Pemimpin mereka menjawabnya degan tegas,


PEMIMPIN MILITER
“Sama-sama. Jangan segan-segan
datang menemui kami. Kami pamit
kembali ke Manokwari.”
Mereka pergi dengan memborgol Bupati Bona, Guan, serta
pesuruh-pesuruhnya. Membawa mereka menjauh dari Suku Tehit.
Akhirnya seluruh warga suku dan kepala suku dengan bahagia
berkumpul untuk bekerja sama serta membangun kembali Suku
itu. Mereka merayakan kebahagiaan mereka dengan kebiasaan
Adat
Ling ling melihat dari kejauhan, Bima melihat ling ling lalu
lari menuju lingling. Bima, perlahan mendekati Ling ling.
Bima menyapa lembut
BIMA
“Ling!”
Ling-ling hanya berdiam diri dan matanya berkaca kaca.
Bima melihat Ling-Ling tampak sedih.
BIMA (CONT'D)
“Ada apa Ling? Kenapa kamu di
sini?”
Ling-Ling tersedu-sedu, merasa bersalah karena kesalahan
bapaknya.
LING LING
“Maafkan aku, Bima ..., maafkan
kesalahanku dan Papa .... Karena
papa, sukumu jadi tergusur.”
Bima mengelus pundaknya.
BIMA
“Tra mengapa, Ling. Setiap orang
pasti melakukan kesalahan. Sa 'kan
maafkan.”
Ling-Ling mengangguk-angguk penuh harap.
LING LING
“Kini aku sendiri.
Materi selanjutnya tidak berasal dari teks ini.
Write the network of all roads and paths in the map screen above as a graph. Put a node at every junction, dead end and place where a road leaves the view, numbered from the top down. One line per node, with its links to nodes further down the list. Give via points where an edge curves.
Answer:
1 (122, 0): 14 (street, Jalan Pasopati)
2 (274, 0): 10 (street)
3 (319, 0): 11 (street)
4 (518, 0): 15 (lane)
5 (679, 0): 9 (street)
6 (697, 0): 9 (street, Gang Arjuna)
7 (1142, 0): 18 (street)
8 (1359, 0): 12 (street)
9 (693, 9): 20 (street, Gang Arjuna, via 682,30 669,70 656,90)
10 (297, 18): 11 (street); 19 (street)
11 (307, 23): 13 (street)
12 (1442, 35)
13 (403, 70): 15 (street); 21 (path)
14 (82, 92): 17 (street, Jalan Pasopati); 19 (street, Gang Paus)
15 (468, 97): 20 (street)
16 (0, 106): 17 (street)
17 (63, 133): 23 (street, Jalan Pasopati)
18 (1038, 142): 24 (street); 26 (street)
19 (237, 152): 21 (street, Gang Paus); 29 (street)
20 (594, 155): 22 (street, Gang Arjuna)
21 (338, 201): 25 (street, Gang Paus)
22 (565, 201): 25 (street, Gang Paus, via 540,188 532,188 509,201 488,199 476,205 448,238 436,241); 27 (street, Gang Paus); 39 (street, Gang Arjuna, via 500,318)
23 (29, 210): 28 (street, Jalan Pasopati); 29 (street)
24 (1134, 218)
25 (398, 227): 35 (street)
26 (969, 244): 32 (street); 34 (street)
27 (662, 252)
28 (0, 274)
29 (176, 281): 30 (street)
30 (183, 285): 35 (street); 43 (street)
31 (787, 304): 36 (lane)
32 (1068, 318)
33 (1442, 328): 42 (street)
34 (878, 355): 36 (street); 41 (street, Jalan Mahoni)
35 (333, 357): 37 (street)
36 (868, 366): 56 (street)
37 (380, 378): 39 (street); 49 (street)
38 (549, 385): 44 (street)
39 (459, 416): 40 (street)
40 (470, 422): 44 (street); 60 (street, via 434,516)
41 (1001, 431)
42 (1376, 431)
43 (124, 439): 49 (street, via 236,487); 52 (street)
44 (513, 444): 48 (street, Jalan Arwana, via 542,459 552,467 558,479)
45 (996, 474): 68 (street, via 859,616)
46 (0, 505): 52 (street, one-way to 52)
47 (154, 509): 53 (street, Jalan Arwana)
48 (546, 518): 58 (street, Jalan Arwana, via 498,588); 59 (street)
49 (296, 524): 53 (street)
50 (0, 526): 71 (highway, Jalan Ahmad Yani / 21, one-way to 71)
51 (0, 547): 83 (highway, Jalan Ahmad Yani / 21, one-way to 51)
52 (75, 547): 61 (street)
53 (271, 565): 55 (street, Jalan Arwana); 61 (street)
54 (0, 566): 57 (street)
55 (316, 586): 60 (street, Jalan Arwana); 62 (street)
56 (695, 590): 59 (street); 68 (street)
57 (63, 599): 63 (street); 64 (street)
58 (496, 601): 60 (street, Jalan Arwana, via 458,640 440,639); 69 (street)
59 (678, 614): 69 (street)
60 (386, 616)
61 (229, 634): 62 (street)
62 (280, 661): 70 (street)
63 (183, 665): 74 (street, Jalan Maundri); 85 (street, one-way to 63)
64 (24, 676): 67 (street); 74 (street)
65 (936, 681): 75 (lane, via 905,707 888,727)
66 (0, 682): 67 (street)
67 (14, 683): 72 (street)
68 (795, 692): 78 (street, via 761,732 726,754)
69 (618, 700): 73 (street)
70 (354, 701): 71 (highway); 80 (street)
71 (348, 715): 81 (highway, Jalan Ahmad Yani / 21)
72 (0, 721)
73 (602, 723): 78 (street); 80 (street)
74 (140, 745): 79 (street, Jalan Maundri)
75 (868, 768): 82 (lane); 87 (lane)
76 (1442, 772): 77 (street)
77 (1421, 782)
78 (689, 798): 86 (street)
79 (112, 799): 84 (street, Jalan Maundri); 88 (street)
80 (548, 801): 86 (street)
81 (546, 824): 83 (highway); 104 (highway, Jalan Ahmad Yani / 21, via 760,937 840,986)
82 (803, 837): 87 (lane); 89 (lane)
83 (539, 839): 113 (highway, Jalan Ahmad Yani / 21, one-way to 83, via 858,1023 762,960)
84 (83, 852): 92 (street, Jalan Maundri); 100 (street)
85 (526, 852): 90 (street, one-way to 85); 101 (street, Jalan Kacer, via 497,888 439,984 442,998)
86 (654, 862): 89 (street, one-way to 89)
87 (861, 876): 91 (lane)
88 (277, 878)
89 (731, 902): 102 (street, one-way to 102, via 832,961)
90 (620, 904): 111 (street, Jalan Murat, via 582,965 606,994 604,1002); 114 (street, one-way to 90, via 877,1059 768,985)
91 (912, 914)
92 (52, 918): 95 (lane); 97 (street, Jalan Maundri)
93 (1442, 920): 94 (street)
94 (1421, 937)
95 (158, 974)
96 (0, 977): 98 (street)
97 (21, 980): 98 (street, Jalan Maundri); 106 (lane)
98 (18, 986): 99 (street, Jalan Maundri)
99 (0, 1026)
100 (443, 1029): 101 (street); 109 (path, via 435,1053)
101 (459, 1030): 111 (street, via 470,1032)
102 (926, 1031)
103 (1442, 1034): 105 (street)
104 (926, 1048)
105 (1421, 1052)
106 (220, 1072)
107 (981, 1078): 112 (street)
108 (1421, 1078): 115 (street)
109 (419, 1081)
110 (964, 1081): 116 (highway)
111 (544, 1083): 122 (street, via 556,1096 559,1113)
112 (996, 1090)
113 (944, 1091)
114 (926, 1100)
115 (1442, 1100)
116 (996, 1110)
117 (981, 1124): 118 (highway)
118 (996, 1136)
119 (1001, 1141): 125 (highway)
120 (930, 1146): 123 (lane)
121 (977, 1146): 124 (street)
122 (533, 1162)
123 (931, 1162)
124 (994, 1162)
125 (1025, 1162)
Papa dan Mama
tidak lagi ada bersamaku. Aku
sendiri.”
9.

BIMA
“Kalau Kam mau, tinggal saja ka
Suku Tehit.”
LING LING
“Bolehkah”
BIMA
“Boleh”
Jawab Bima perlahan.
Bima dan Ling Ling menatap dari jauh keadaan Suku Tehit yang
sedang memperbaiki konstruksi bangunannya.